[Opening Data listing section]
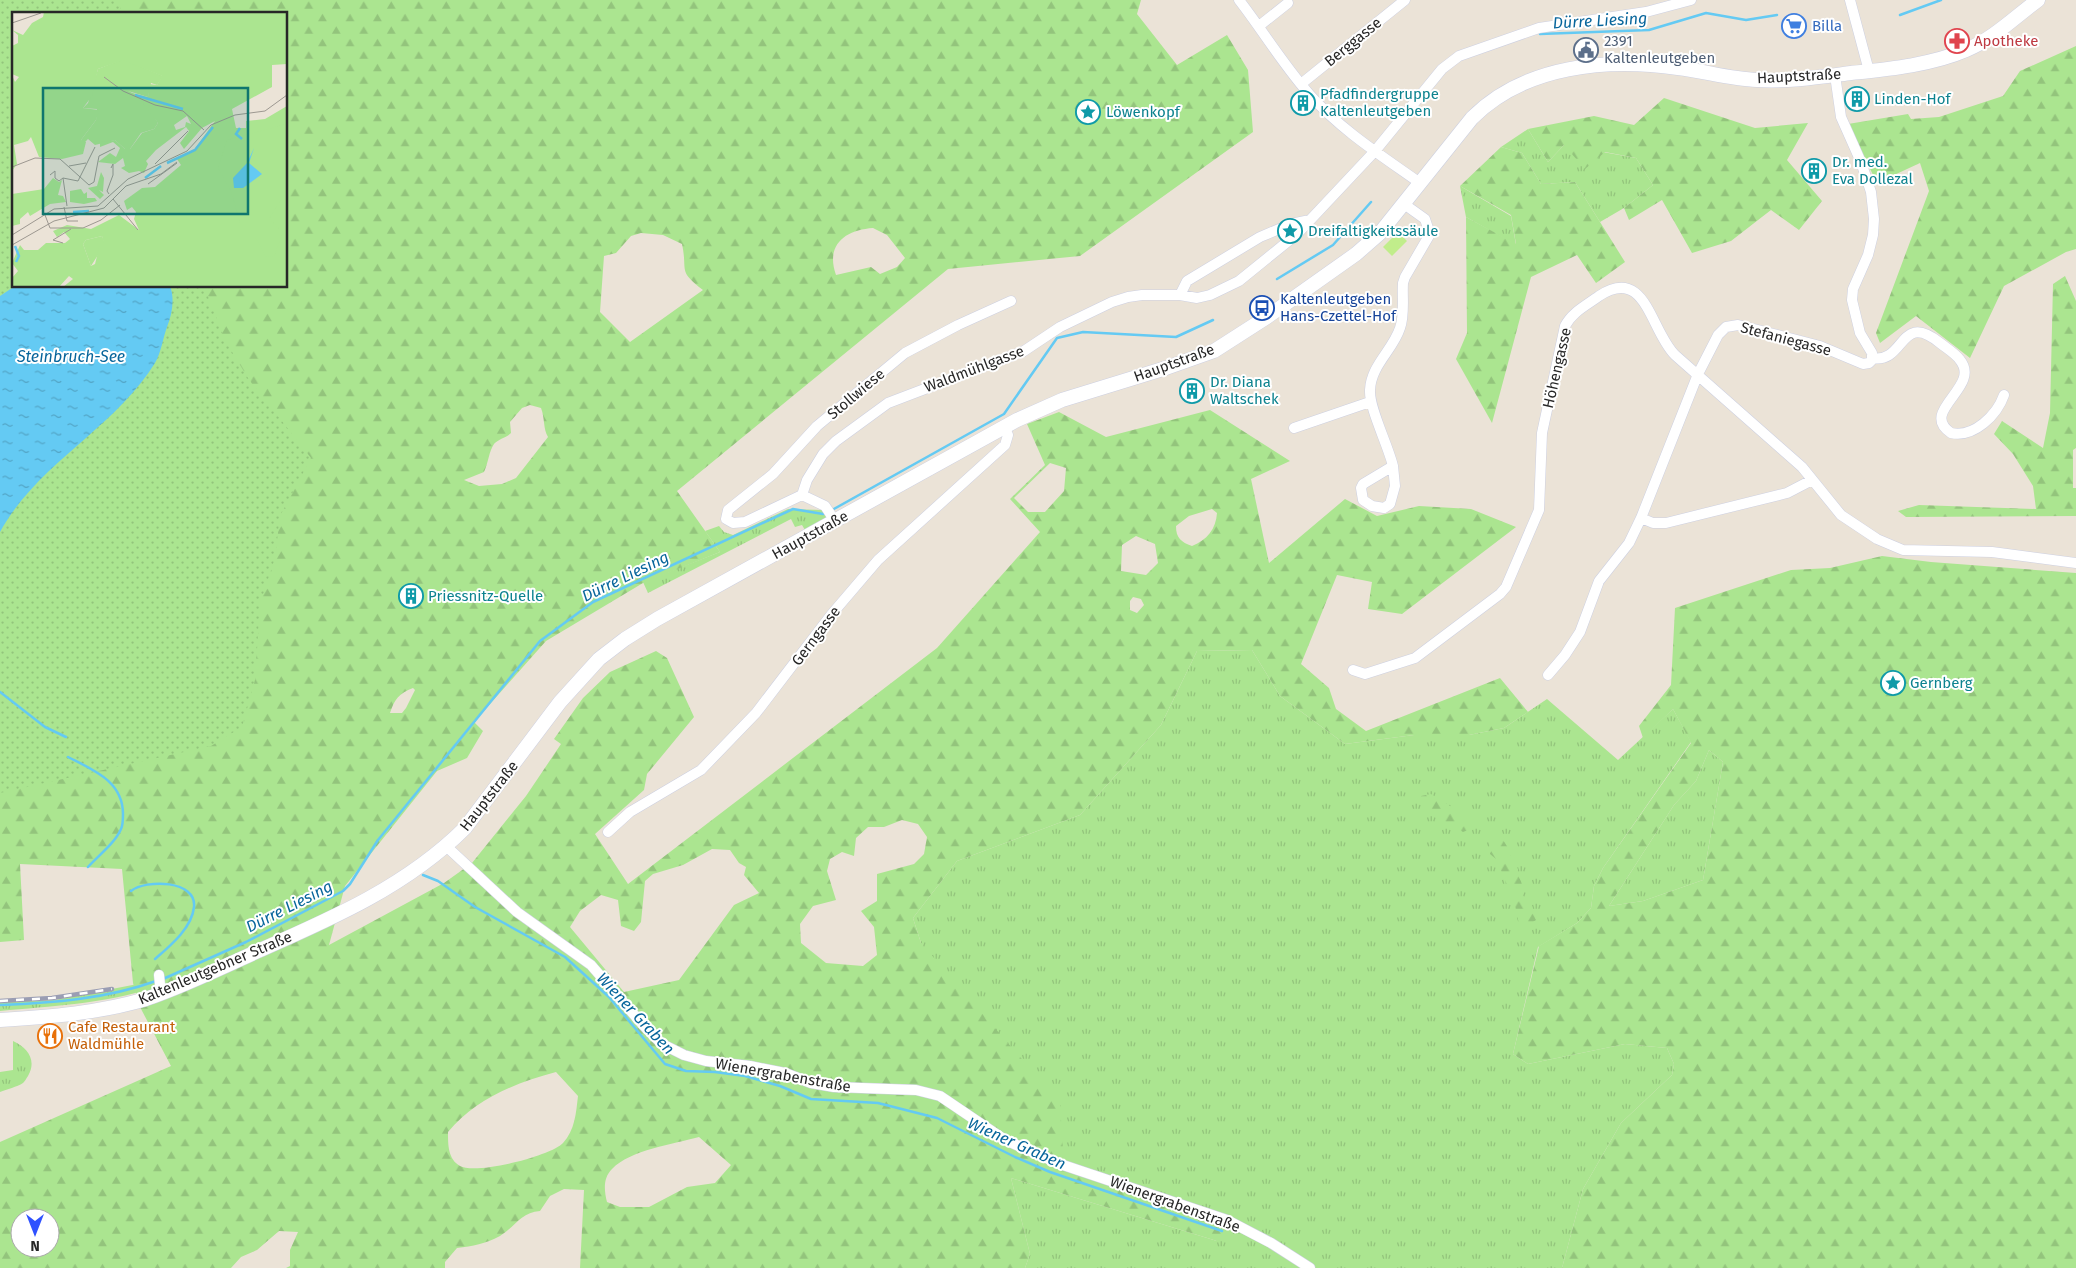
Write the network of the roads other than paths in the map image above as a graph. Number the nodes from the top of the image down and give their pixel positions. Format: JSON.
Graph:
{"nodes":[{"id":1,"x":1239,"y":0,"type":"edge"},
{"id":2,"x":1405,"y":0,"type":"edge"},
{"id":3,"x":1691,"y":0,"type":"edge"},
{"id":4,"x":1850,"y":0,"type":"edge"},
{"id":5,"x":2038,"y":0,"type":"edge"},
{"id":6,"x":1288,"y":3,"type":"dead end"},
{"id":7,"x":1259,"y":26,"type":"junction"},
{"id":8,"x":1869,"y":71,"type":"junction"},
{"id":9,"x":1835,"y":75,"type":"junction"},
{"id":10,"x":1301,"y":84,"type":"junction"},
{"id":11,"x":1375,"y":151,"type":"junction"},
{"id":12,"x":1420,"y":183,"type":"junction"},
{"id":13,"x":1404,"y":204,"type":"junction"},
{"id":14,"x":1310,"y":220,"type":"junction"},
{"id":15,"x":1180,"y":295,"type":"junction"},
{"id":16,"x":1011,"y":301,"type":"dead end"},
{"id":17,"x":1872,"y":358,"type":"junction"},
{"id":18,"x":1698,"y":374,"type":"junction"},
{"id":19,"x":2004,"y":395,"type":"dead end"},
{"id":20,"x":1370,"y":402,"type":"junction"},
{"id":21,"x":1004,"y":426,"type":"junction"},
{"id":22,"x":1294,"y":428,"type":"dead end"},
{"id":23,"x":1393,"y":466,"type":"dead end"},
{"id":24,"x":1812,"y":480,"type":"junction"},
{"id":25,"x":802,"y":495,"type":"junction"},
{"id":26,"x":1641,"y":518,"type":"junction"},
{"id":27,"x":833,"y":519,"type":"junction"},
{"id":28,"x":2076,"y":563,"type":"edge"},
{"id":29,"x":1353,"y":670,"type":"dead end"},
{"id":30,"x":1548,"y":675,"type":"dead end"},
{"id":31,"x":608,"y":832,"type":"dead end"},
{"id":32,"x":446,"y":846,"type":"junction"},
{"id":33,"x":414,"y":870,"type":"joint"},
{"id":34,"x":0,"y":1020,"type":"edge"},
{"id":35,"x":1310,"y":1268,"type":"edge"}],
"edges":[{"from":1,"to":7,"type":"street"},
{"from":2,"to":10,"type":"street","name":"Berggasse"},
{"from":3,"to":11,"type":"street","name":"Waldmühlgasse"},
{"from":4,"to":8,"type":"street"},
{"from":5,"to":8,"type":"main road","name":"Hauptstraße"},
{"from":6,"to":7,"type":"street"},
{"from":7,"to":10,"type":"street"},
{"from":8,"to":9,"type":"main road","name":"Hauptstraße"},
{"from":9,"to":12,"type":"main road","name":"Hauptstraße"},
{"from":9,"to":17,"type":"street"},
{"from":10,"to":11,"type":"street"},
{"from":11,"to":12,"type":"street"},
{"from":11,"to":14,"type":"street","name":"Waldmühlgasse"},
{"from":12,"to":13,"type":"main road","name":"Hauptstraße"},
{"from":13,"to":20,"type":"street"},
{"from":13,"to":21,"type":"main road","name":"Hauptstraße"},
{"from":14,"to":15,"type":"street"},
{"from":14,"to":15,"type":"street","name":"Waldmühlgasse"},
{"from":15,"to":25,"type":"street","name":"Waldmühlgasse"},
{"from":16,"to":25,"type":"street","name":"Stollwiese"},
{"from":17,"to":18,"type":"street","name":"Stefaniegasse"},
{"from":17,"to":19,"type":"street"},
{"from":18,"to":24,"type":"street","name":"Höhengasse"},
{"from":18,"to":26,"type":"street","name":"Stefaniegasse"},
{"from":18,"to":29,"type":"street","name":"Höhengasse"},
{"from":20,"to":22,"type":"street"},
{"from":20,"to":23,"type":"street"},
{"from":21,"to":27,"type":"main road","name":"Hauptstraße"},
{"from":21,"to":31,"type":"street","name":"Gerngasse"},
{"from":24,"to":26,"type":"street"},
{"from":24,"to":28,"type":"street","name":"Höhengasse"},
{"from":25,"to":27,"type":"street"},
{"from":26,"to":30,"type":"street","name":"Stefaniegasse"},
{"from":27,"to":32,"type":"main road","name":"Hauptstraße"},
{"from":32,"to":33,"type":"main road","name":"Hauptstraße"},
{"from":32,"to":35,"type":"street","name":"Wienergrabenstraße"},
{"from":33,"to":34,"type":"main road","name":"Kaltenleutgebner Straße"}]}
[Closing Data listing section]
Repeat the listing above verbatim, but exclude the pictures it contains.

Write the network of the roads other than paths in the map image above as a graph. Number the nodes from the top of the image down and give their pixel positions. Format: JSON.
Graph:
{"nodes":[{"id":1,"x":1239,"y":0,"type":"edge"},
{"id":2,"x":1405,"y":0,"type":"edge"},
{"id":3,"x":1691,"y":0,"type":"edge"},
{"id":4,"x":1850,"y":0,"type":"edge"},
{"id":5,"x":2038,"y":0,"type":"edge"},
{"id":6,"x":1288,"y":3,"type":"dead end"},
{"id":7,"x":1259,"y":26,"type":"junction"},
{"id":8,"x":1869,"y":71,"type":"junction"},
{"id":9,"x":1835,"y":75,"type":"junction"},
{"id":10,"x":1301,"y":84,"type":"junction"},
{"id":11,"x":1375,"y":151,"type":"junction"},
{"id":12,"x":1420,"y":183,"type":"junction"},
{"id":13,"x":1404,"y":204,"type":"junction"},
{"id":14,"x":1310,"y":220,"type":"junction"},
{"id":15,"x":1180,"y":295,"type":"junction"},
{"id":16,"x":1011,"y":301,"type":"dead end"},
{"id":17,"x":1872,"y":358,"type":"junction"},
{"id":18,"x":1698,"y":374,"type":"junction"},
{"id":19,"x":2004,"y":395,"type":"dead end"},
{"id":20,"x":1370,"y":402,"type":"junction"},
{"id":21,"x":1004,"y":426,"type":"junction"},
{"id":22,"x":1294,"y":428,"type":"dead end"},
{"id":23,"x":1393,"y":466,"type":"dead end"},
{"id":24,"x":1812,"y":480,"type":"junction"},
{"id":25,"x":802,"y":495,"type":"junction"},
{"id":26,"x":1641,"y":518,"type":"junction"},
{"id":27,"x":833,"y":519,"type":"junction"},
{"id":28,"x":2076,"y":563,"type":"edge"},
{"id":29,"x":1353,"y":670,"type":"dead end"},
{"id":30,"x":1548,"y":675,"type":"dead end"},
{"id":31,"x":608,"y":832,"type":"dead end"},
{"id":32,"x":446,"y":846,"type":"junction"},
{"id":33,"x":414,"y":870,"type":"joint"},
{"id":34,"x":0,"y":1020,"type":"edge"},
{"id":35,"x":1310,"y":1268,"type":"edge"}],
"edges":[{"from":1,"to":7,"type":"street"},
{"from":2,"to":10,"type":"street","name":"Berggasse"},
{"from":3,"to":11,"type":"street","name":"Waldmühlgasse"},
{"from":4,"to":8,"type":"street"},
{"from":5,"to":8,"type":"main road","name":"Hauptstraße"},
{"from":6,"to":7,"type":"street"},
{"from":7,"to":10,"type":"street"},
{"from":8,"to":9,"type":"main road","name":"Hauptstraße"},
{"from":9,"to":12,"type":"main road","name":"Hauptstraße"},
{"from":9,"to":17,"type":"street"},
{"from":10,"to":11,"type":"street"},
{"from":11,"to":12,"type":"street"},
{"from":11,"to":14,"type":"street","name":"Waldmühlgasse"},
{"from":12,"to":13,"type":"main road","name":"Hauptstraße"},
{"from":13,"to":20,"type":"street"},
{"from":13,"to":21,"type":"main road","name":"Hauptstraße"},
{"from":14,"to":15,"type":"street"},
{"from":14,"to":15,"type":"street","name":"Waldmühlgasse"},
{"from":15,"to":25,"type":"street","name":"Waldmühlgasse"},
{"from":16,"to":25,"type":"street","name":"Stollwiese"},
{"from":17,"to":18,"type":"street","name":"Stefaniegasse"},
{"from":17,"to":19,"type":"street"},
{"from":18,"to":24,"type":"street","name":"Höhengasse"},
{"from":18,"to":26,"type":"street","name":"Stefaniegasse"},
{"from":18,"to":29,"type":"street","name":"Höhengasse"},
{"from":20,"to":22,"type":"street"},
{"from":20,"to":23,"type":"street"},
{"from":21,"to":27,"type":"main road","name":"Hauptstraße"},
{"from":21,"to":31,"type":"street","name":"Gerngasse"},
{"from":24,"to":26,"type":"street"},
{"from":24,"to":28,"type":"street","name":"Höhengasse"},
{"from":25,"to":27,"type":"street"},
{"from":26,"to":30,"type":"street","name":"Stefaniegasse"},
{"from":27,"to":32,"type":"main road","name":"Hauptstraße"},
{"from":32,"to":33,"type":"main road","name":"Hauptstraße"},
{"from":32,"to":35,"type":"street","name":"Wienergrabenstraße"},
{"from":33,"to":34,"type":"main road","name":"Kaltenleutgebner Straße"}]}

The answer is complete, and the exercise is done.